"""

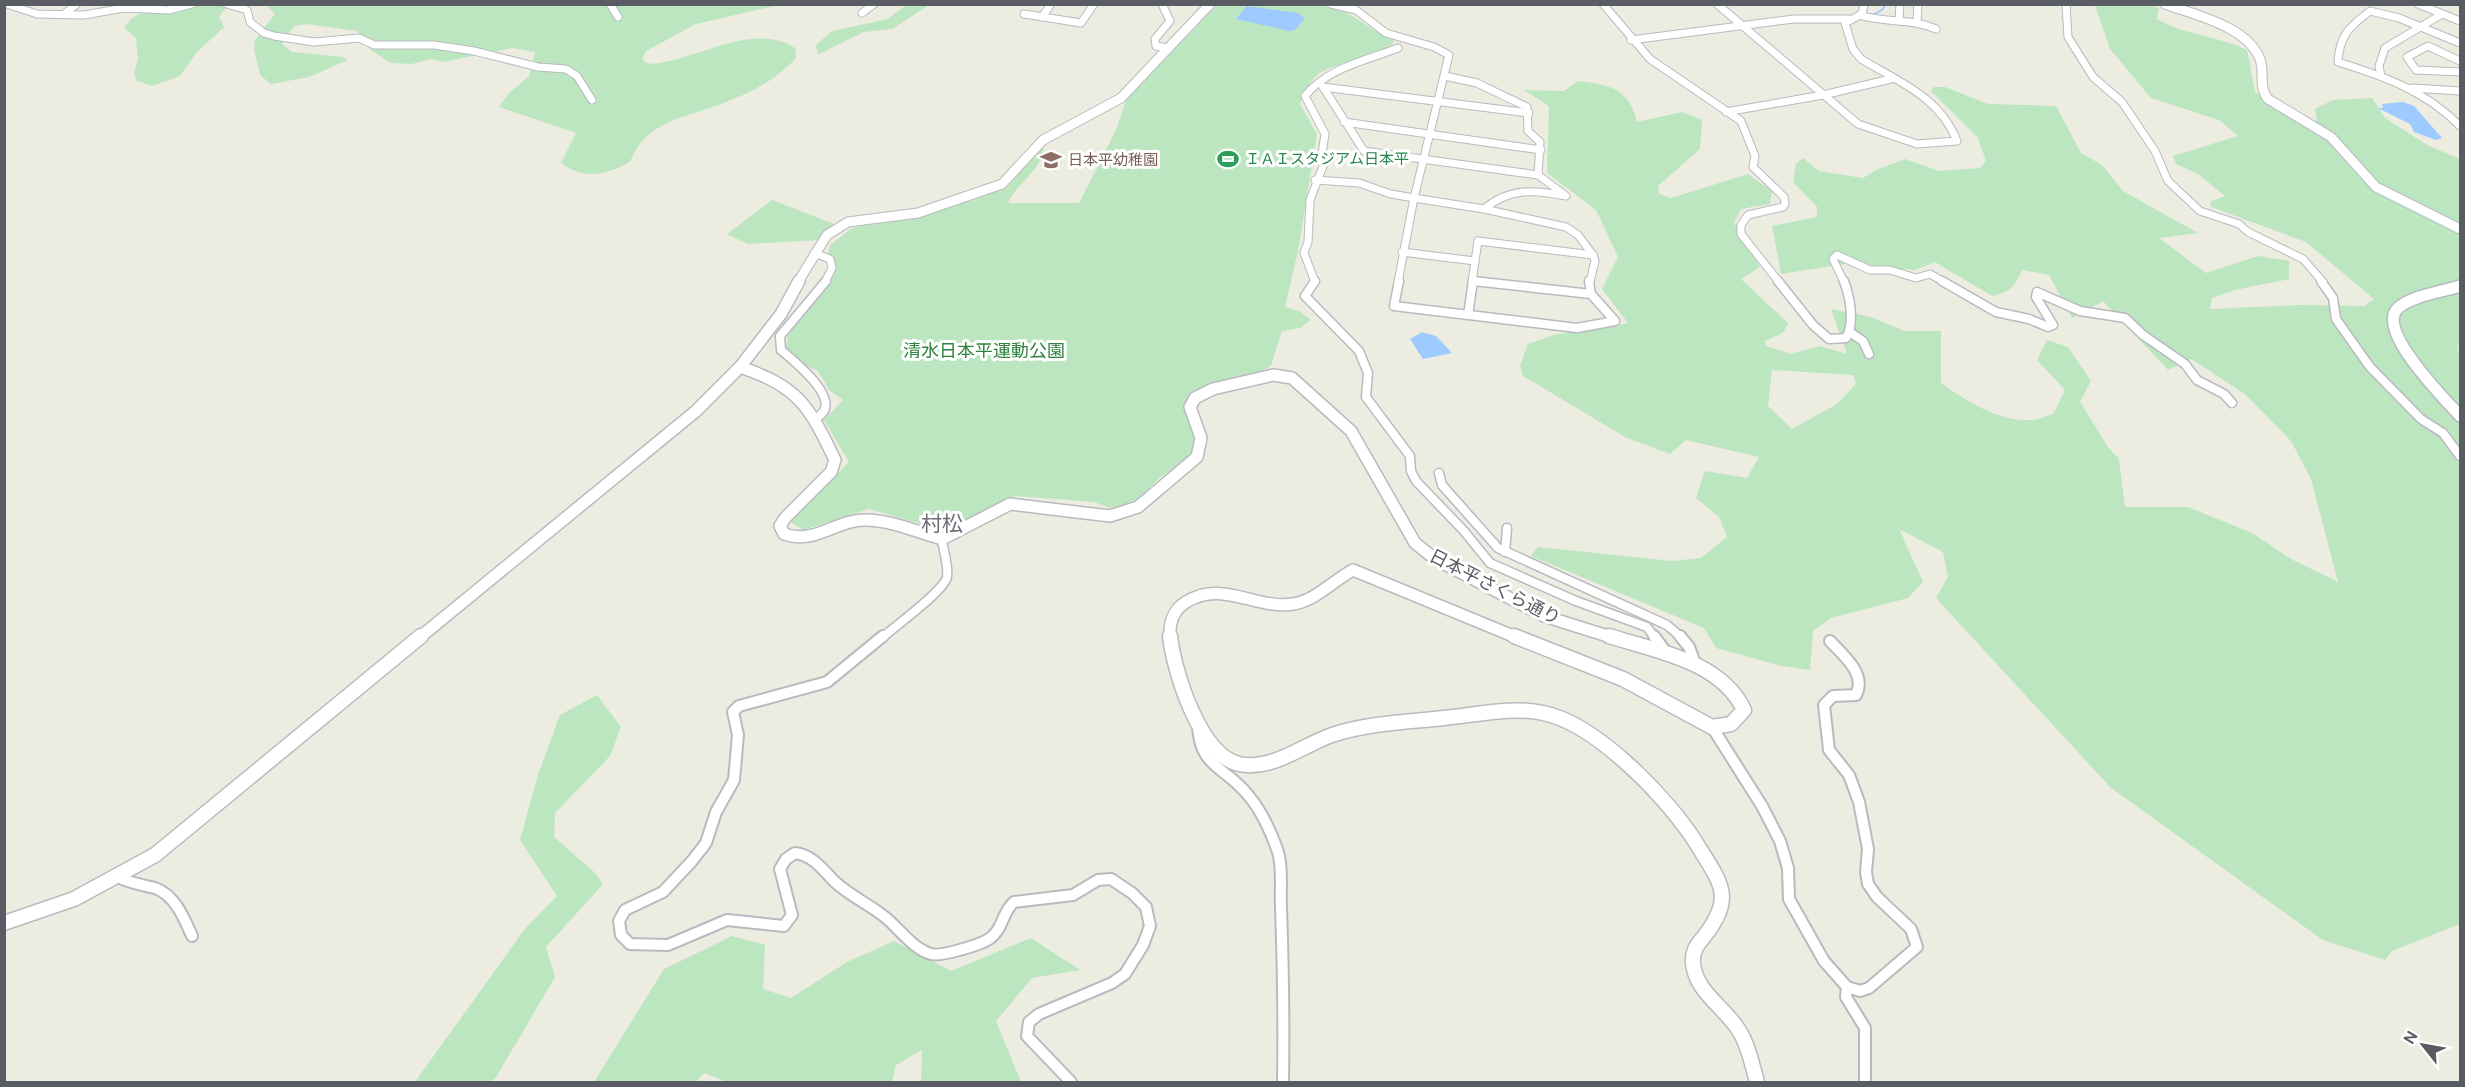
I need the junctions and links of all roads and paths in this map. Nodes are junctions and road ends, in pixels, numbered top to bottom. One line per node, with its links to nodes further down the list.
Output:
1 (7, 4): 23 (street)
2 (77, 4): 23 (street)
3 (192, 4): 23 (street)
4 (227, 4): 51 (street)
5 (610, 4): 27 (street)
6 (874, 4): 22 (street)
7 (1051, 4): 28 (street)
8 (1094, 4): 28 (street)
9 (1162, 4): 40 (street)
10 (1210, 4): 40 (street)
11 (1331, 4): 36 (street)
12 (1603, 4): 37 (street)
13 (1717, 4): 33 (street)
14 (1864, 4): 26 (street)
15 (1900, 4): 30 (street)
16 (1918, 4): 31 (street)
17 (2066, 4): 79 (street)
18 (2165, 4): 64 (street)
19 (2418, 4): 25 (street)
20 (2435, 4): 25 (street)
21 (2371, 8): 34 (street); 44 (street)
22 (862, 13)
23 (64, 14)
24 (1024, 14): 28 (street)
25 (2442, 14): 32 (street); 34 (street)
26 (1859, 15): 29 (street); 30 (street)
27 (618, 17)
28 (1042, 17)
29 (1849, 19): 33 (street); 46 (street)
30 (1899, 20): 31 (street)
31 (1917, 21): 35 (street)
32 (2460, 21)
33 (1741, 25): 37 (street); 50 (street)
34 (2419, 27): 39 (street); 44 (street)
35 (1936, 29)
36 (1403, 38): 38 (street); 41 (street)
37 (1630, 40): 53 (street)
38 (1413, 41): 41 (street); 45 (street)
39 (2460, 43)
40 (1168, 48): 66 (street)
41 (1401, 49): 47 (street); 61 (street)
42 (2460, 61): 43 (street)
43 (2460, 72)
44 (2381, 75): 48 (street)
45 (1445, 76): 52 (street); 54 (street)
46 (1891, 79): 50 (street); 50 (street)
47 (1323, 87): 52 (street); 55 (street)
48 (2407, 88): 49 (street); 56 (street)
49 (2460, 91)
50 (1823, 95): 53 (street)
51 (592, 100)
52 (1439, 102): 54 (street); 57 (street)
53 (1726, 112): 73 (street)
54 (1529, 113): 58 (street)
55 (1344, 122): 57 (street); 59 (street)
56 (2460, 126)
57 (1431, 135): 58 (street); 59 (street)
58 (1540, 150): 60 (street)
59 (1424, 160): 60 (street); 62 (street)
60 (1538, 175): 63 (street)
61 (1315, 180): 62 (street); 85 (street)
62 (1414, 198): 63 (street); 65 (street)
63 (1484, 209): 67 (street)
64 (2460, 229)
65 (1402, 252): 68 (street); 72 (street)
66 (814, 253): 75 (street); 78 (street)
67 (1593, 255): 68 (street); 71 (street)
68 (1475, 261): 69 (street)
69 (1473, 281): 71 (street); 72 (street)
70 (2460, 286): 77 (street)
71 (1591, 294): 72 (street)
72 (1468, 315)
73 (1851, 333): 74 (street); 76 (street)
74 (1869, 354)
75 (740, 367): 78 (street); 89 (street)
76 (2232, 403)
77 (2460, 416)
78 (814, 421): 82 (street)
79 (2460, 456)
80 (1439, 473): 83 (street)
81 (1507, 528): 83 (street)
82 (942, 539): 85 (street, 日本平さくら通り); 93 (street)
83 (1505, 552): 86 (street)
84 (1830, 641): 92 (street)
85 (1669, 655): 86 (street, 日本平さくら通り)
86 (1696, 666): 88 (street, 日本平さくら通り)
87 (1198, 724): 88 (street, 日本平さくら通り); 94 (street); 95 (street, 日本平さくら通り)
88 (1712, 727): 92 (street)
89 (118, 878): 90 (street); 91 (street)
90 (4, 923)
91 (192, 936)
92 (1847, 987): 96 (street)
93 (1071, 1083)
94 (1283, 1083)
95 (1757, 1083)
96 (1865, 1083)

"""

Exercise
Recreate the listing above word for word, dropping each picture it contains.

Finished exercise
I need the junctions and links of all roads and paths in this map. Nodes are junctions and road ends, in pixels, numbered top to bottom. One line per node, with its links to nodes further down the list.
Output:
1 (7, 4): 23 (street)
2 (77, 4): 23 (street)
3 (192, 4): 23 (street)
4 (227, 4): 51 (street)
5 (610, 4): 27 (street)
6 (874, 4): 22 (street)
7 (1051, 4): 28 (street)
8 (1094, 4): 28 (street)
9 (1162, 4): 40 (street)
10 (1210, 4): 40 (street)
11 (1331, 4): 36 (street)
12 (1603, 4): 37 (street)
13 (1717, 4): 33 (street)
14 (1864, 4): 26 (street)
15 (1900, 4): 30 (street)
16 (1918, 4): 31 (street)
17 (2066, 4): 79 (street)
18 (2165, 4): 64 (street)
19 (2418, 4): 25 (street)
20 (2435, 4): 25 (street)
21 (2371, 8): 34 (street); 44 (street)
22 (862, 13)
23 (64, 14)
24 (1024, 14): 28 (street)
25 (2442, 14): 32 (street); 34 (street)
26 (1859, 15): 29 (street); 30 (street)
27 (618, 17)
28 (1042, 17)
29 (1849, 19): 33 (street); 46 (street)
30 (1899, 20): 31 (street)
31 (1917, 21): 35 (street)
32 (2460, 21)
33 (1741, 25): 37 (street); 50 (street)
34 (2419, 27): 39 (street); 44 (street)
35 (1936, 29)
36 (1403, 38): 38 (street); 41 (street)
37 (1630, 40): 53 (street)
38 (1413, 41): 41 (street); 45 (street)
39 (2460, 43)
40 (1168, 48): 66 (street)
41 (1401, 49): 47 (street); 61 (street)
42 (2460, 61): 43 (street)
43 (2460, 72)
44 (2381, 75): 48 (street)
45 (1445, 76): 52 (street); 54 (street)
46 (1891, 79): 50 (street); 50 (street)
47 (1323, 87): 52 (street); 55 (street)
48 (2407, 88): 49 (street); 56 (street)
49 (2460, 91)
50 (1823, 95): 53 (street)
51 (592, 100)
52 (1439, 102): 54 (street); 57 (street)
53 (1726, 112): 73 (street)
54 (1529, 113): 58 (street)
55 (1344, 122): 57 (street); 59 (street)
56 (2460, 126)
57 (1431, 135): 58 (street); 59 (street)
58 (1540, 150): 60 (street)
59 (1424, 160): 60 (street); 62 (street)
60 (1538, 175): 63 (street)
61 (1315, 180): 62 (street); 85 (street)
62 (1414, 198): 63 (street); 65 (street)
63 (1484, 209): 67 (street)
64 (2460, 229)
65 (1402, 252): 68 (street); 72 (street)
66 (814, 253): 75 (street); 78 (street)
67 (1593, 255): 68 (street); 71 (street)
68 (1475, 261): 69 (street)
69 (1473, 281): 71 (street); 72 (street)
70 (2460, 286): 77 (street)
71 (1591, 294): 72 (street)
72 (1468, 315)
73 (1851, 333): 74 (street); 76 (street)
74 (1869, 354)
75 (740, 367): 78 (street); 89 (street)
76 (2232, 403)
77 (2460, 416)
78 (814, 421): 82 (street)
79 (2460, 456)
80 (1439, 473): 83 (street)
81 (1507, 528): 83 (street)
82 (942, 539): 85 (street, 日本平さくら通り); 93 (street)
83 (1505, 552): 86 (street)
84 (1830, 641): 92 (street)
85 (1669, 655): 86 (street, 日本平さくら通り)
86 (1696, 666): 88 (street, 日本平さくら通り)
87 (1198, 724): 88 (street, 日本平さくら通り); 94 (street); 95 (street, 日本平さくら通り)
88 (1712, 727): 92 (street)
89 (118, 878): 90 (street); 91 (street)
90 (4, 923)
91 (192, 936)
92 (1847, 987): 96 (street)
93 (1071, 1083)
94 (1283, 1083)
95 (1757, 1083)
96 (1865, 1083)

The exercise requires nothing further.